There are several types of glaucoma. The two main types are open-angle and angle-closure. These are marked by an increase of intraocular pressure (IOP), or pressure inside the eye.
This is the most common form of glaucoma, affecting about three million Americans. It happens when the eye’s drainage canals become clogged over time.
The inner eye pressure (also called intraocular pressure or IOP) rises because the correct amount of fluid can’t drain out of the eye. With open-angle glaucoma, the entrances to the drainage canals are clear and should be working correctly. The clogging problem occurs further inside the drainage canals, similar to a clogged pipe below the drain in a sink.
Most people have no symptoms and no early warning signs. If open-angle glaucoma is not diagnosed and treated, it can cause a gradual loss of vision. This type of glaucoma develops slowly and sometimes without noticeable sight loss for many years. It usually responds well to medication, especially if caught early and treated.
This type of glaucoma is also known as acute glaucoma or narrow angle glaucoma. It is much more rare and is very different from open-angle glaucoma in that the eye pressure usually rises very quickly.
This happens when the drainage canals get blocked or covered over, like a sink with something covering the drain.

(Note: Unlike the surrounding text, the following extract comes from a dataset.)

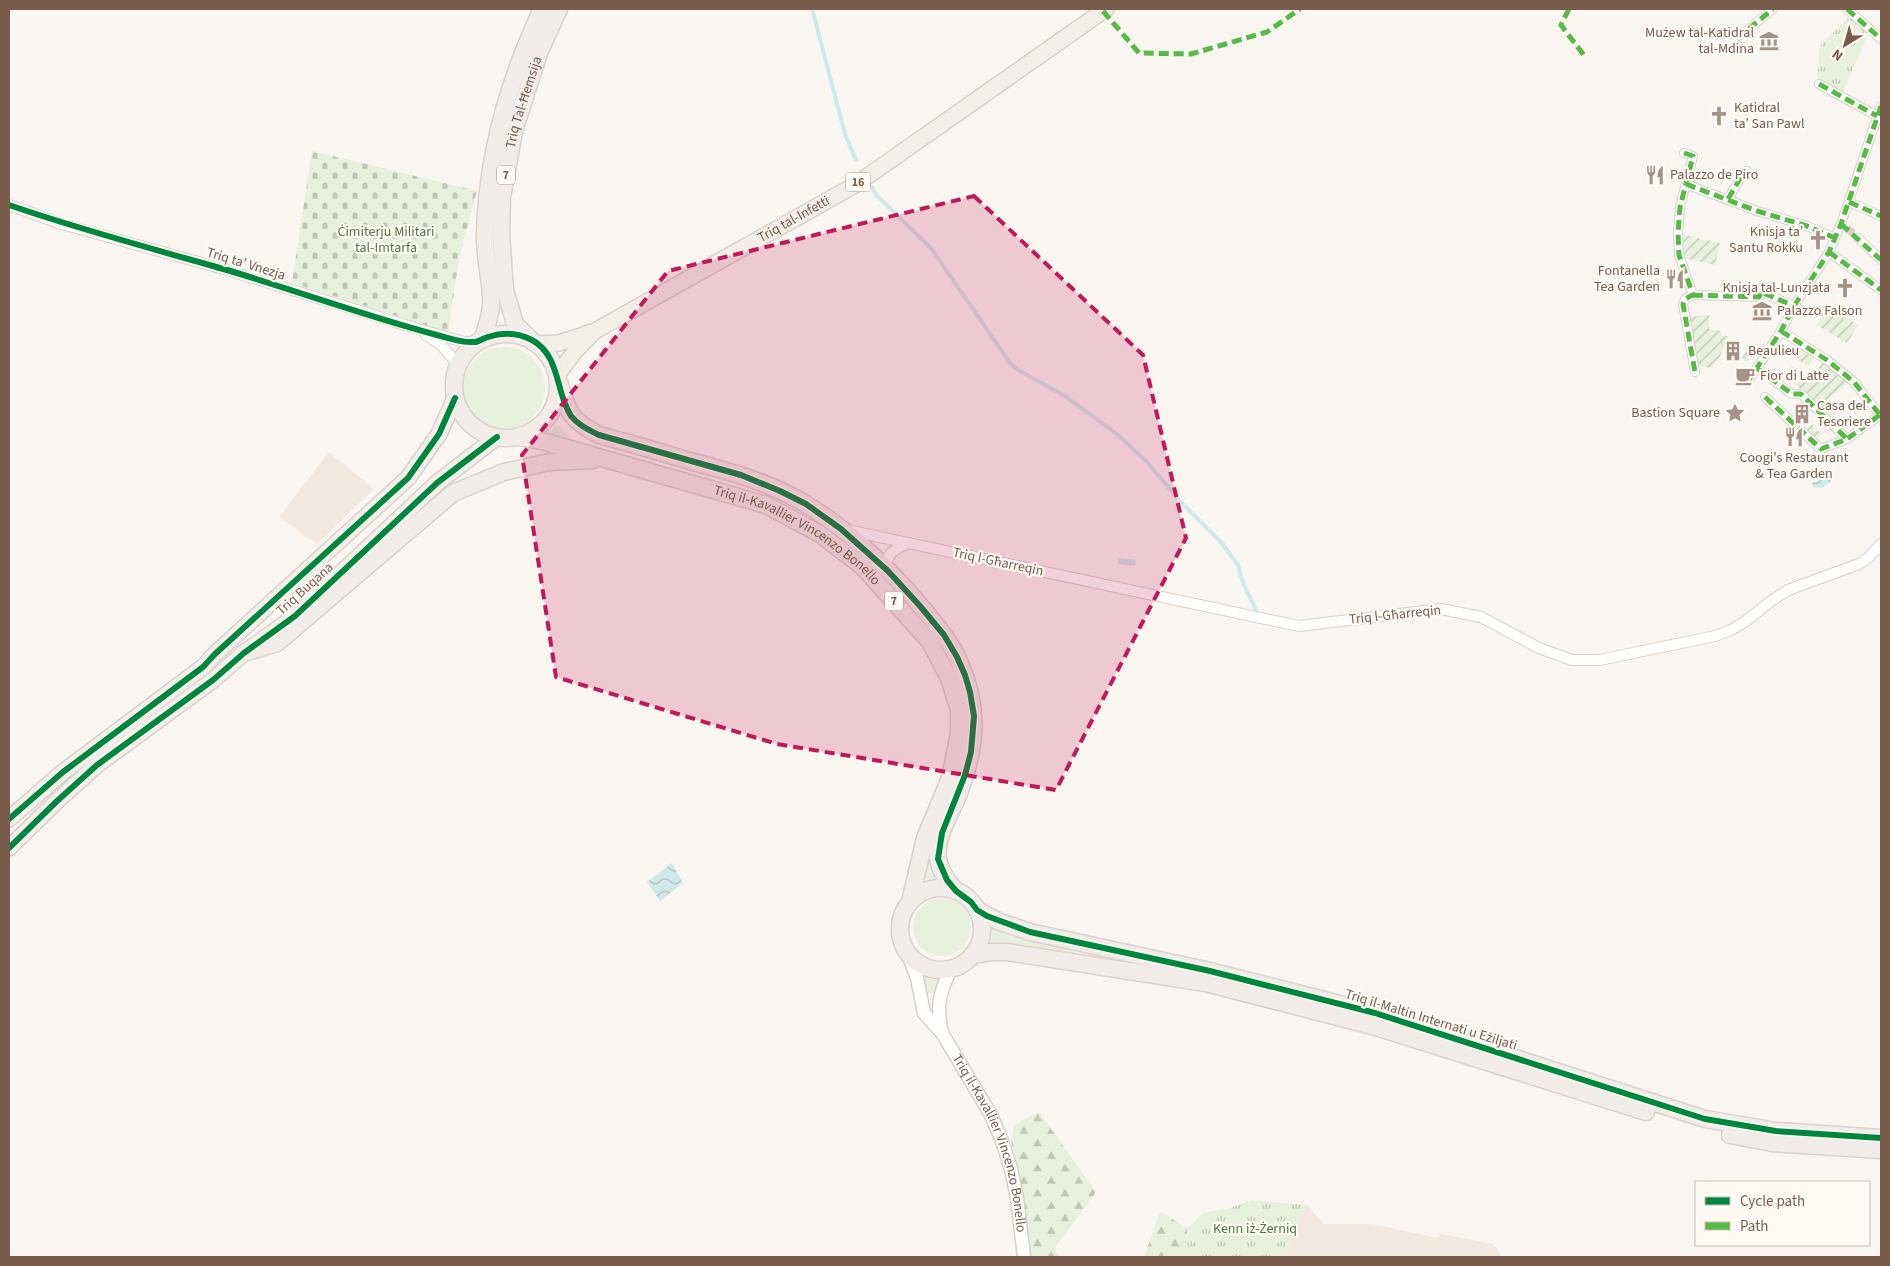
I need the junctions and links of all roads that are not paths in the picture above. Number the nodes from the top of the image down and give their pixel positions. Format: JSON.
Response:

With angle-closure glaucoma, the iris is not as wide and open as it should be. The outer edge of the iris bunches up over the drainage canals, when the pupil enlarges too much or too quickly. This can happen when entering a dark room.
A simple test can be used to see if your angle is normal and wide or abnormal and narrow.
Symptoms of angle-closure glaucoma may include headaches, eye pain, nausea, rainbows around lights at night, and very blurred vision.
Also called low-tension or normal-pressure glaucoma, in normal-tension glaucoma the optic nerve is damaged even though the pressure in the eye is not very high. Doctors do not know why some people’s optic nerves are damaged even though they have almost normal pressure levels.
Those at higher risk for this form of glaucoma are:
- People with a family history of normal-tension glaucoma
- People of Japanese ancestry
- People with a history of systemic heart disease such as irregular heart rhythm.
Early detection, through regular and complete eye exams, is the key to protecting your vision.